Симочка покраснела, виновато пробормотала:
— Ой, Таня, какая я…
И убежала.
Тесто действительно не получалось. Лена устала перемешивать муку с маслом и для облегчения налила туда воды. Таня узнала — всплеснула руками: все пропало! Девочки бросили свою работу, окружили Таню и Лену. Надя, сердито сверкая черными глазами, наступала на Лену:
— Что теперь делать? Что?
Бедная Лена готова была заплакать, да в кухню вошла Симочкина мама.
— Ничего страшного, — сказала она и обещала быстро исправить ошибку Лены.
Изумительный запах шел из духовки — румянился бисквит. А один уже стоял на столе, прикрытый белоснежной салфеткой. Высунув кончик языка от старания, Симочка толкла сахарный песок с мандариновыми корками — для украшения бисквита.
В кухню заглянул Максим. Удивленно остановился у порога— что за пир готовится? Узнав, потоптался около Симочки и тихонько спросил, нет ли чего‑нибудь попробовать. Симочка дала ему кусок подгоревшего кренделя. Он съел и попросил еще. Но ему больше не дали, зато пообещали, что завтра угостят на славу. Он будет у них почетным гостем.
Ну вот все и готово! На верхней полке буфета красуется изумительно вкусное печенье. Девочки расходятся по домам.
…Сумеречно в комнате. Горит ночник на мамином столике. Симочке не спится. Она тихонько встает с постели и босиком крадется к буфету — еще раз полюбоваться на изделия своих рук.

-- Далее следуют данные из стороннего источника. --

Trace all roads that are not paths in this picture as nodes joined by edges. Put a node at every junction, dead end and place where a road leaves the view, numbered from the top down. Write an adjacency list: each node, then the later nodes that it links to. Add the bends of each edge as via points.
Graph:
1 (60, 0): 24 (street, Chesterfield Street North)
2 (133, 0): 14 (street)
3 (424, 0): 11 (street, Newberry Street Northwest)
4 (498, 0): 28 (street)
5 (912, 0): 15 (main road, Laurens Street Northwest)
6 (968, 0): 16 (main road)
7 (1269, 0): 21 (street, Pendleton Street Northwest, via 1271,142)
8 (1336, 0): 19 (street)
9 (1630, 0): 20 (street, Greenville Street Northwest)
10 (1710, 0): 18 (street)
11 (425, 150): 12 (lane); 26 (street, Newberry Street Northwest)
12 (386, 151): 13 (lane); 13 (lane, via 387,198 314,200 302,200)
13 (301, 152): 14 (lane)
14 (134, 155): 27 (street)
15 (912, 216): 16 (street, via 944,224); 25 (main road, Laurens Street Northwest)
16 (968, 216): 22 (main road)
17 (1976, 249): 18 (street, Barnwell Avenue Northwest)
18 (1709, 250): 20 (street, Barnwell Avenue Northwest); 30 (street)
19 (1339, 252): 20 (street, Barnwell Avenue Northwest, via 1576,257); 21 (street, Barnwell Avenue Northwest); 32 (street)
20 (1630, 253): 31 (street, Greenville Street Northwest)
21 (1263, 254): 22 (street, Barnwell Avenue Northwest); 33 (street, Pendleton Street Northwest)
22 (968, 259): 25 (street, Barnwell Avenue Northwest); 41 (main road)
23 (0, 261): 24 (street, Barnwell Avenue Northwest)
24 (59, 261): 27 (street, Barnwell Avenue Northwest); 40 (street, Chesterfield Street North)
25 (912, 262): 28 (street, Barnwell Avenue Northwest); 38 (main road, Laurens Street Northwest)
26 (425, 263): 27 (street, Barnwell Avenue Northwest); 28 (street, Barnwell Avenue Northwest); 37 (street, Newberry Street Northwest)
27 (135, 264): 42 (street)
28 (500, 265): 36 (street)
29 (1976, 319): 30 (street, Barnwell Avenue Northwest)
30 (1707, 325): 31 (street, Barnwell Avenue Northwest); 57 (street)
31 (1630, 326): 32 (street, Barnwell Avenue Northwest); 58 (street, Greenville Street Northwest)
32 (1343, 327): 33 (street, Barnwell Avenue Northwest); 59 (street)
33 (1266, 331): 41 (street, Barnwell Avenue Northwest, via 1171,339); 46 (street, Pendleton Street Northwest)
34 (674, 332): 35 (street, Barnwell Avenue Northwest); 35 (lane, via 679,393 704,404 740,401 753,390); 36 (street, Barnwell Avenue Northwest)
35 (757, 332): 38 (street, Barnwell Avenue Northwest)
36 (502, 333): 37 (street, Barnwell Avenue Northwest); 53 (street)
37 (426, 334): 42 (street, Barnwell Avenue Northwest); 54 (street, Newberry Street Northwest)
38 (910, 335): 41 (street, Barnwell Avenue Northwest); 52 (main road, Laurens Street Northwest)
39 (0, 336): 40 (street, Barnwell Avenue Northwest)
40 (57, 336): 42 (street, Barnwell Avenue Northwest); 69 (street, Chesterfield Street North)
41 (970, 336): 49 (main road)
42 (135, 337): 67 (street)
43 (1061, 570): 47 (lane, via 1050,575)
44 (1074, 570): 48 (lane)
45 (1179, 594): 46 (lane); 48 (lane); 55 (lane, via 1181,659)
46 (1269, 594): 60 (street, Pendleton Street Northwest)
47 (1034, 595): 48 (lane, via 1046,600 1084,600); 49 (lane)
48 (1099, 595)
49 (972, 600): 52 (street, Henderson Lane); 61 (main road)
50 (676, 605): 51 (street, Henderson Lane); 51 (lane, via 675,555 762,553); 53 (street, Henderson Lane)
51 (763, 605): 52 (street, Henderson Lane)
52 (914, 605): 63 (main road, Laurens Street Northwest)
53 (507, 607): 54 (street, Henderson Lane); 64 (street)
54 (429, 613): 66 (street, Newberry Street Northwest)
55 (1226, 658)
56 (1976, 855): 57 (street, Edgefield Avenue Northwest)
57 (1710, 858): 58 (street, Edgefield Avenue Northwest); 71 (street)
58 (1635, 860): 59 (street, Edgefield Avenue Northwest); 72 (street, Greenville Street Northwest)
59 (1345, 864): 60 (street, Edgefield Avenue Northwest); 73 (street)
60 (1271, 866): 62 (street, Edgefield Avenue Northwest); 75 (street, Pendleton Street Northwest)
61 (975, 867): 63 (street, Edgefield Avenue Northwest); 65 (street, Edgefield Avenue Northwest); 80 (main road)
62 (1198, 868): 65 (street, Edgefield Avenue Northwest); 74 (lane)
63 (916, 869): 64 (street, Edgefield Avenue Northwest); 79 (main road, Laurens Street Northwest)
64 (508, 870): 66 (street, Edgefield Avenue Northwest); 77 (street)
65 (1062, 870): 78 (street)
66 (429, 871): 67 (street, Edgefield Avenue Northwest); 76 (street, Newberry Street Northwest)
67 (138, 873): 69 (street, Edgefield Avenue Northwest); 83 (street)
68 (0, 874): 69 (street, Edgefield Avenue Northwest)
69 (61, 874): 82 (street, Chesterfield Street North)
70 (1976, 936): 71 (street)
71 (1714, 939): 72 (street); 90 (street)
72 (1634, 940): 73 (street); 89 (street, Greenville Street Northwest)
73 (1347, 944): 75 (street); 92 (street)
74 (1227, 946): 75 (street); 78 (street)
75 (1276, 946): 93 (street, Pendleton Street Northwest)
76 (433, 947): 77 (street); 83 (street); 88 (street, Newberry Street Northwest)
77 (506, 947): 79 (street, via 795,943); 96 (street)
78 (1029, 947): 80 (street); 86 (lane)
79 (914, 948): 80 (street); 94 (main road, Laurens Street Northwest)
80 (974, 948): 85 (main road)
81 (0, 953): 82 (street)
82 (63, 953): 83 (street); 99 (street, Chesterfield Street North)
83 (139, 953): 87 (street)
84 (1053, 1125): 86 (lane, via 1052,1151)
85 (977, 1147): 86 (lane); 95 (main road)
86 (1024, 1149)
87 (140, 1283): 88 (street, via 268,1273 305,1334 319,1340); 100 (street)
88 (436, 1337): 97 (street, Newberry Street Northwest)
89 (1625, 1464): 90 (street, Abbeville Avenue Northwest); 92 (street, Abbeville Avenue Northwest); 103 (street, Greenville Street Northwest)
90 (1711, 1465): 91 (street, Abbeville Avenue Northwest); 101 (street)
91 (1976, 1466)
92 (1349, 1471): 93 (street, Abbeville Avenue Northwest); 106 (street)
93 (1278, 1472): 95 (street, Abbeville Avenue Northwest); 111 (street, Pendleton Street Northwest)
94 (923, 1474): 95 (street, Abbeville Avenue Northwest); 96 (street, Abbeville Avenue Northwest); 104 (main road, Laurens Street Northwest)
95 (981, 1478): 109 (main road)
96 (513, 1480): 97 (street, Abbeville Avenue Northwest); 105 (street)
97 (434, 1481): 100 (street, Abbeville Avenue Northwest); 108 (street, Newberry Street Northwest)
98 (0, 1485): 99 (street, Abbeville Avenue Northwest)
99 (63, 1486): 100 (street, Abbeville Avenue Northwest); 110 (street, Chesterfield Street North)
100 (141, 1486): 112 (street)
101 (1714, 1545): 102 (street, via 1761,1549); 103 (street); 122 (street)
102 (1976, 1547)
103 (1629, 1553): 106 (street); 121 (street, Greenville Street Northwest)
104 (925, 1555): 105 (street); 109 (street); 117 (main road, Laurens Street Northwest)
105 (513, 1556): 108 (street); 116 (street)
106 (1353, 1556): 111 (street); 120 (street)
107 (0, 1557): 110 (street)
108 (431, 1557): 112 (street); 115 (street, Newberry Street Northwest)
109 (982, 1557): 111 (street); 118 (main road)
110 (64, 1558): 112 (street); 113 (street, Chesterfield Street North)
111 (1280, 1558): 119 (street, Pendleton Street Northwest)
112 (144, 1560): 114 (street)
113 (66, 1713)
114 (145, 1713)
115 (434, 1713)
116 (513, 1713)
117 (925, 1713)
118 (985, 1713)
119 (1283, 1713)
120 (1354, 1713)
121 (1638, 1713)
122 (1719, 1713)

Вот этот красивый кренделек она положит Феде Гореву. Нет, как замечательно Таня все придумала! А мама так много помогла им… Она, кажется, даже не пообедала...
Симочка неслышно подходит к матери. Спит?
— Мамочка…
Она произносит это едва слышно, но мать открывает гла* за. Симочка юркнула к ней под одеяло, нашла материнскую руку и крепко сжала в ладошке ее указательный палец.
— Мамочка, ты устала? — шепчет Симочка.
— Немножко, — так же тихо отвечает мать.
Дочка приподнимается на локте и тревожно заглядывает в материнское лицо. Даже в полумраке Симочка видит темные круги под глазами матери.
Ой, пусть мама спит завтра подольше. Серафима все сделает сама: сварит суп, приготовит жаркое, приберет квартиру.
Симочка помолчала минутку и снова зашептала. Завтра мама увидит Николая Егоровича Горева. Симочке он очень нравится. Недавно она пришла к Феде, стала снимать в передней калоши и вдруг слышит, как Николай Егорович в комнате говорит:
— Феде любовь нужна, теплота сердечная, а не морали и нотации. Ты же видишь, что тоскует он по бабушке, по родному краю. Приголубить его надо.